There is a fine line between making your child feel confident in their safety skills and instilling a fear that something bad will happen. That line can be blurred by familial anxiety issues, childhood fears and, of course, television. Let's look at a few ways we can teach our children to be confident in themselves and help them avoid the fear factor - while still remaining safe.
When you are three feet tall in a crowd of people, of whom all you can see are their knees or waist, it is easy to become overwhelmed. Everything starts to look the same, it's harder to distinguish a parent's voice from all the other sounds, vehicle noises are louder, and the scariest part of all: it is harder to be heard. If you are a child it can be very frightening to walk down a crowded street or around a bustling mall. Keep this in mind when you are out with your child. Help them feel safe by keeping hold of their hand. Talk to them about what you are doing, where you are going and how they can help. As you instil a sense of safety and companionship, your child will begin to feel more at ease.
On the other hand, if he or she is more confident and likes to act independently, then a different path is required. Before you leave the house, talk about staying together. Ask them why they think it is important to keep close to mom or dad. Inviting them to share their thoughts gives the child a sense of empowerment and lets you know what is going on in their head. Expand on whatever their answer is in a way that lets them know how important it is to stay together. Use a positive speech pattern with lots of smiles and encouragement. Some children listen well, but forget things later so reminders are necessary.
If you have a runner - a child that loves to take off - then perhaps consider a child harness or wrist band until they fully understand the concept of safety. Should you choose to have identification bracelets made for your children, they do not need to know why. It is just a very special piece of jewellery they get to wear. The same goes for ID necklaces. Many families are choosing to have ID kits made up for each child in case they go missing. The kit usually includes a physical description and photo of the child, as well as hand prints. Some even include a DNA component in which a hair or fingernail sample can be enclosed. When you are putting everything together with your child, make it fun and interesting.

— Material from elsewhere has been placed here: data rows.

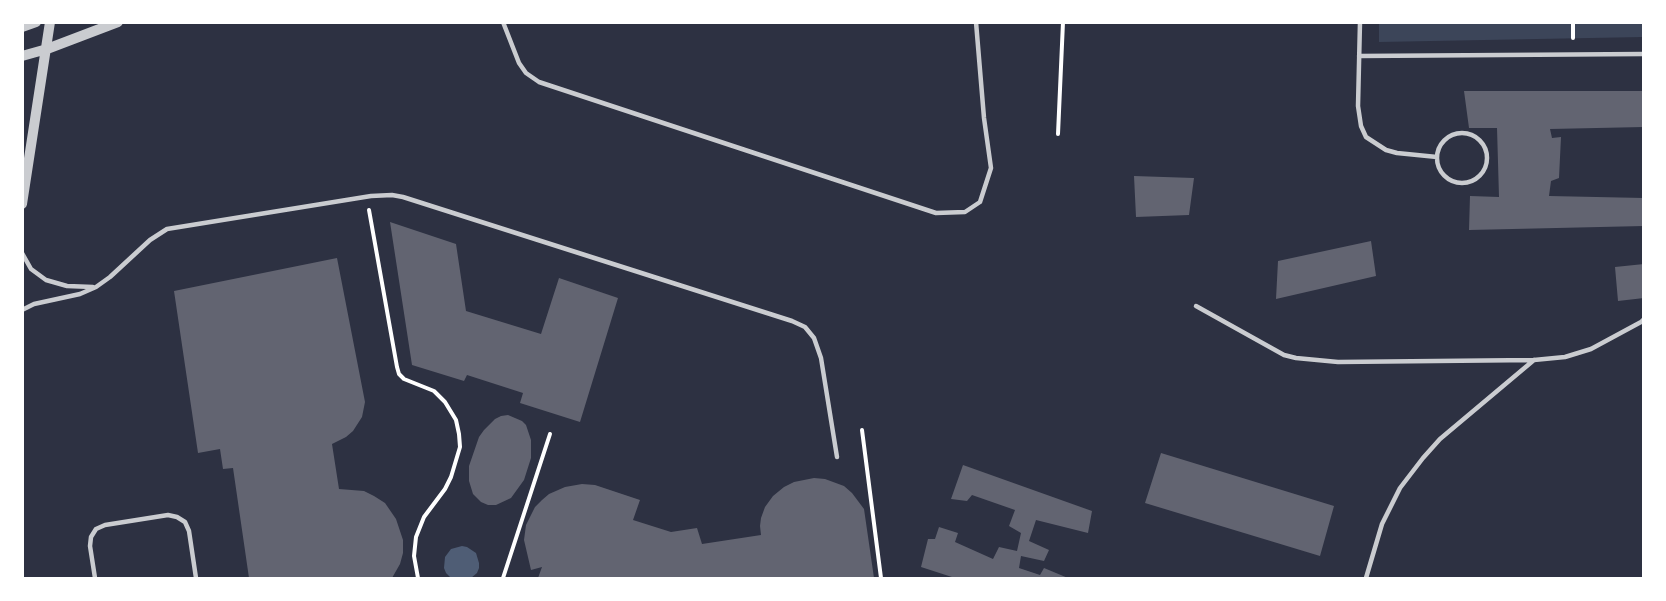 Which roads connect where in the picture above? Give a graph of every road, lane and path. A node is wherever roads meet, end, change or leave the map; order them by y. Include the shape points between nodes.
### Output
1 (36, 22) edge
2 (50, 22) edge
3 (118, 22) edge
4 (503, 22) edge
5 (976, 22) edge
6 (1063, 22) edge
7 (1360, 22) edge
8 (1573, 22) edge
9 (22, 27) edge
10 (1573, 38) dead end
11 (46, 49) junction
12 (1644, 54) edge
13 (22, 56) edge
14 (1359, 56) junction
15 (1058, 134) dead end
16 (1437, 157) junction
17 (367, 197) junction
18 (22, 204) edge
19 (22, 253) edge
20 (96, 286) junction
21 (1196, 306) dead end
22 (22, 310) edge
23 (1644, 319) edge
24 (1534, 360) junction
25 (862, 430) dead end
26 (550, 434) dead end
27 (837, 457) dead end
28 (95, 579) edge
29 (196, 579) edge
30 (418, 579) edge
31 (503, 579) edge
32 (881, 579) edge
33 (1366, 579) edge

1 - 9 street
2 - 11 street
3 - 11 street
4 - 5 lane via 519,63 538,82 936,213 965,212 980,202 991,168
6 - 15 path
7 - 14 lane
8 - 10 path
11 - 13 street
11 - 18 street
12 - 14 lane
14 - 16 lane via 1358,106 1366,137 1386,150
16 - 16 lane via 1443,142 1457,133 1473,135 1488,155 1479,177 1463,183 1442,172
17 - 20 lane via 167,229
17 - 27 lane via 403,198 805,327 821,358
17 - 30 path via 399,374 434,391 456,420 459,434 460,447 451,477 424,516 416,537
19 - 20 lane via 31,269 46,280 67,286
20 - 22 lane
21 - 24 lane via 1296,358 1338,362
23 - 24 lane via 1585,351
24 - 33 lane via 1440,439 1400,488 1382,524
25 - 32 path
26 - 31 path
28 - 29 lane via 90,546 96,529 168,515 185,522 189,531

There is no need to explain the real reasons for the kit.
As adults we are all too aware of the dangerous kinds of people out there. It is very easy to become wrapped up in the anxiety of what 'might' happen. Children are sponges; they feel your anxiety even if you don't express it in words. Focus on the preventative measures rather than what they are preventing. For example, every time you go out in the car you make sure your little one is safely belted in an appropriately sized car seat. To the child, it is just a fact of life: going in the car means sitting in a car seat. You don't tell your children they sit in a seat to prevent violent disfigurement or death in the case of a car accident. The same approach can be taken in crowd safety. As you walk around the fairgrounds or the amusement park the child will probably be looking at all the wonderful thrill rides and cotton candy, but you are probably looking at the condition of the rides. Perhaps you are looking to see if they are in disrepair or if the attendant appears to be less than attentive. The point is the child doesn't always need to know of potential hazards. It is your job to protect your children from danger as well as the fear of danger, while still teaching them to make good decisions. It is a delicate balance.